Q(小川)これまでの論点に対してどんな検討をしているのか?

A 核燃料事業、電気事業の関係者から意見を聴き、まとめた形にして社会の人に知ってもらう。意識統一のあと法曹界に投稿、学会(公開)の場で案をまとめる。

Q(杉野)核不拡散関係でIEAEに人材を送る場合、核兵器の勉強もするのか?

A ある程度のことは原子力工学の基礎知識でわかるのでその程度は勉強してもらっている。

Q(松永)IAEAの安全基準が国際標準になってきた。国外に売るにはこれに準拠しなければならないが、国内はバラバラで国際標準になっていない。日本独特の規準になっているのは問題ではないか?

A 原子力安全の指針作りは学協会に移すべきである。輸出ではメーカーが一番困る。東芝もWHの名前でしか輸出できないのではいか?型式認定のような制度が必要と思うが、まだ着地点が見えていない。

Q(宅間)能力のない人には規制の方が楽。
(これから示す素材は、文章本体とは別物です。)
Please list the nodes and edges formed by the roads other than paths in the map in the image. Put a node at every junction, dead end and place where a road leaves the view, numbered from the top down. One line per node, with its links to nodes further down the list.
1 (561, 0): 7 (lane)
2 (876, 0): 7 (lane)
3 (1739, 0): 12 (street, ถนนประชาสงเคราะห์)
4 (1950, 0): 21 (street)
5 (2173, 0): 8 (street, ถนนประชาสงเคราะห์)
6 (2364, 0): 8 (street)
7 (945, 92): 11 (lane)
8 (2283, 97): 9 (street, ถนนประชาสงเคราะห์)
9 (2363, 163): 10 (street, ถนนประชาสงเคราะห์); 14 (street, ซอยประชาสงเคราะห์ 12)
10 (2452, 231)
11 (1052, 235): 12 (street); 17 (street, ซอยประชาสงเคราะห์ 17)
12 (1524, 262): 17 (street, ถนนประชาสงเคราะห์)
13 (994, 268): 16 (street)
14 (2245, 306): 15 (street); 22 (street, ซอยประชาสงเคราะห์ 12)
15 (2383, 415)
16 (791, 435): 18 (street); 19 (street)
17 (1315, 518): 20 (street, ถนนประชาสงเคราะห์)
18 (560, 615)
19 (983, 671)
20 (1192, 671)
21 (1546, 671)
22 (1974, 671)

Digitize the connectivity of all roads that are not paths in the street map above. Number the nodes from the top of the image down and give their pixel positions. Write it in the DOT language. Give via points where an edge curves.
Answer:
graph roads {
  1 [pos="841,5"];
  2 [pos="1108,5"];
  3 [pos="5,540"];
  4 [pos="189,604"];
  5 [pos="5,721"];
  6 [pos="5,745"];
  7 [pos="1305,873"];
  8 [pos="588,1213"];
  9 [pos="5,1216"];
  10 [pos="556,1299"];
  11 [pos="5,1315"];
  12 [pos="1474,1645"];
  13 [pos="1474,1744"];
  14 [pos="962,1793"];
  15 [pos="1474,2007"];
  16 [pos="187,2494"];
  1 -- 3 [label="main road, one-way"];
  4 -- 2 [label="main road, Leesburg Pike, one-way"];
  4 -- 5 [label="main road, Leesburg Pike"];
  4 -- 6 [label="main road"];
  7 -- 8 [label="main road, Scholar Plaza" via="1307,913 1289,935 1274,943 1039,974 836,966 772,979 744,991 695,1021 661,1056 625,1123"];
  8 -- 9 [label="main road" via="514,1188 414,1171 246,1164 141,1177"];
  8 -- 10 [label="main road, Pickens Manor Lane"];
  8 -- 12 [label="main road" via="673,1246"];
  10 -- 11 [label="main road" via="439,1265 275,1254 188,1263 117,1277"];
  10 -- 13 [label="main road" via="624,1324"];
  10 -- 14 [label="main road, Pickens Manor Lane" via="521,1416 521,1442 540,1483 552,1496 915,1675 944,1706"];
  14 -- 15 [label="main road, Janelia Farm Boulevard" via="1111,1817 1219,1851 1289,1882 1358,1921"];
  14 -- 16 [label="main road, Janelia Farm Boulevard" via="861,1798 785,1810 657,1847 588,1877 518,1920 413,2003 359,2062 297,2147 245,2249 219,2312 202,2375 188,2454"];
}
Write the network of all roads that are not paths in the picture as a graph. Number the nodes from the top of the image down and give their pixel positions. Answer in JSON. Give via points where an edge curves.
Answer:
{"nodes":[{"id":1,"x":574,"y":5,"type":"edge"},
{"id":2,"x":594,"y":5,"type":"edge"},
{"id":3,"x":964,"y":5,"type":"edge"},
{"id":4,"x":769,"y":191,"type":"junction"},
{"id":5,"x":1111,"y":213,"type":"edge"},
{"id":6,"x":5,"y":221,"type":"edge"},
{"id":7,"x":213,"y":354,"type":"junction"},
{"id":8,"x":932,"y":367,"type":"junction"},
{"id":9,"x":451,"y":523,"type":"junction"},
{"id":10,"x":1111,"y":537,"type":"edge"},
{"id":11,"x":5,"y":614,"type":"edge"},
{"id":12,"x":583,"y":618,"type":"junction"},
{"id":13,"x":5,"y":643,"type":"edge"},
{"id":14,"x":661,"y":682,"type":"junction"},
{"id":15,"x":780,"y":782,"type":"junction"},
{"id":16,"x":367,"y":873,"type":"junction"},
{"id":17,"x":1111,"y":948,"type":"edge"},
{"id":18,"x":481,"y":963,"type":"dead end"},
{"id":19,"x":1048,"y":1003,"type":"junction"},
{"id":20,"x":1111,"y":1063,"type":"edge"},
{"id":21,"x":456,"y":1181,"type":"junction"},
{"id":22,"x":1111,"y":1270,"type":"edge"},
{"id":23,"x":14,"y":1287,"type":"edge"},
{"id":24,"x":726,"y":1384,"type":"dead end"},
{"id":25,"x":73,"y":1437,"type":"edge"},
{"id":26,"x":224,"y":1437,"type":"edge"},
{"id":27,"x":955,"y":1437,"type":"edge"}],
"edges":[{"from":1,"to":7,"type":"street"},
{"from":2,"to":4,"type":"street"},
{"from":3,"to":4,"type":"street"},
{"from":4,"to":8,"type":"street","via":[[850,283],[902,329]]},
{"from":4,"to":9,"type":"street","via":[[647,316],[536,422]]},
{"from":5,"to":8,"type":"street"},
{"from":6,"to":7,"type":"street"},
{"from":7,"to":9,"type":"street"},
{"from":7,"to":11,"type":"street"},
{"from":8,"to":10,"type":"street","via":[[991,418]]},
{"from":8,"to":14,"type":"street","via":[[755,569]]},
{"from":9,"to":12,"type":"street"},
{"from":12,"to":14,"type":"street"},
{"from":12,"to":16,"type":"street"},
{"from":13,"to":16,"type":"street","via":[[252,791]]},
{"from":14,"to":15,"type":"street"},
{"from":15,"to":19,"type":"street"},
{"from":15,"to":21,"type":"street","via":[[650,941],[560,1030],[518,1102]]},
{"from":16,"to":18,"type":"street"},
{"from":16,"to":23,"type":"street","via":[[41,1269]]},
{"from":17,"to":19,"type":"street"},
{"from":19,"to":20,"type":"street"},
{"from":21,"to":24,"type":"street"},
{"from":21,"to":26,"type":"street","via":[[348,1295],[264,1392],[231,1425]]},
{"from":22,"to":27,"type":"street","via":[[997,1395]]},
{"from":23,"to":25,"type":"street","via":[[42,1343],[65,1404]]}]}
原子力にいるとチャレンジ精神がなくなる。企業内での育成の方法についてお考えを伺いたい。

A 今までガンジガラメであった。これだけは変えないとならないと思っている。

司会 次は皆が一番関心を持っている規制問題に移りたい。

Q(石井亨)保安規定では電事法と炉規法の二本立て。保安規定には品質保証制でやるべきことが入ってきた。電事法と炉規法の保安規定は同じか?品質保証は保安規定にはなじまない。

A 炉規法は保安規定でソフト面、電事法の規程でハード面が対象。条文はおかしいかもしれないが法制局を論破できない。品質保証は電力に改善努力をしてもらいそれを見るために保安規定に入れた。なじむかどうかは運用の問題。

行政法は元来政府がこれを越えてやってはいけないことを縛るものである。JNESの定期安全管理審査は本来検査とは分離して行うのが趣旨である。指摘事項については全部集め、監査にかかる。不適切とされる指摘もあり、現場は急速に良くなっているという事実もある。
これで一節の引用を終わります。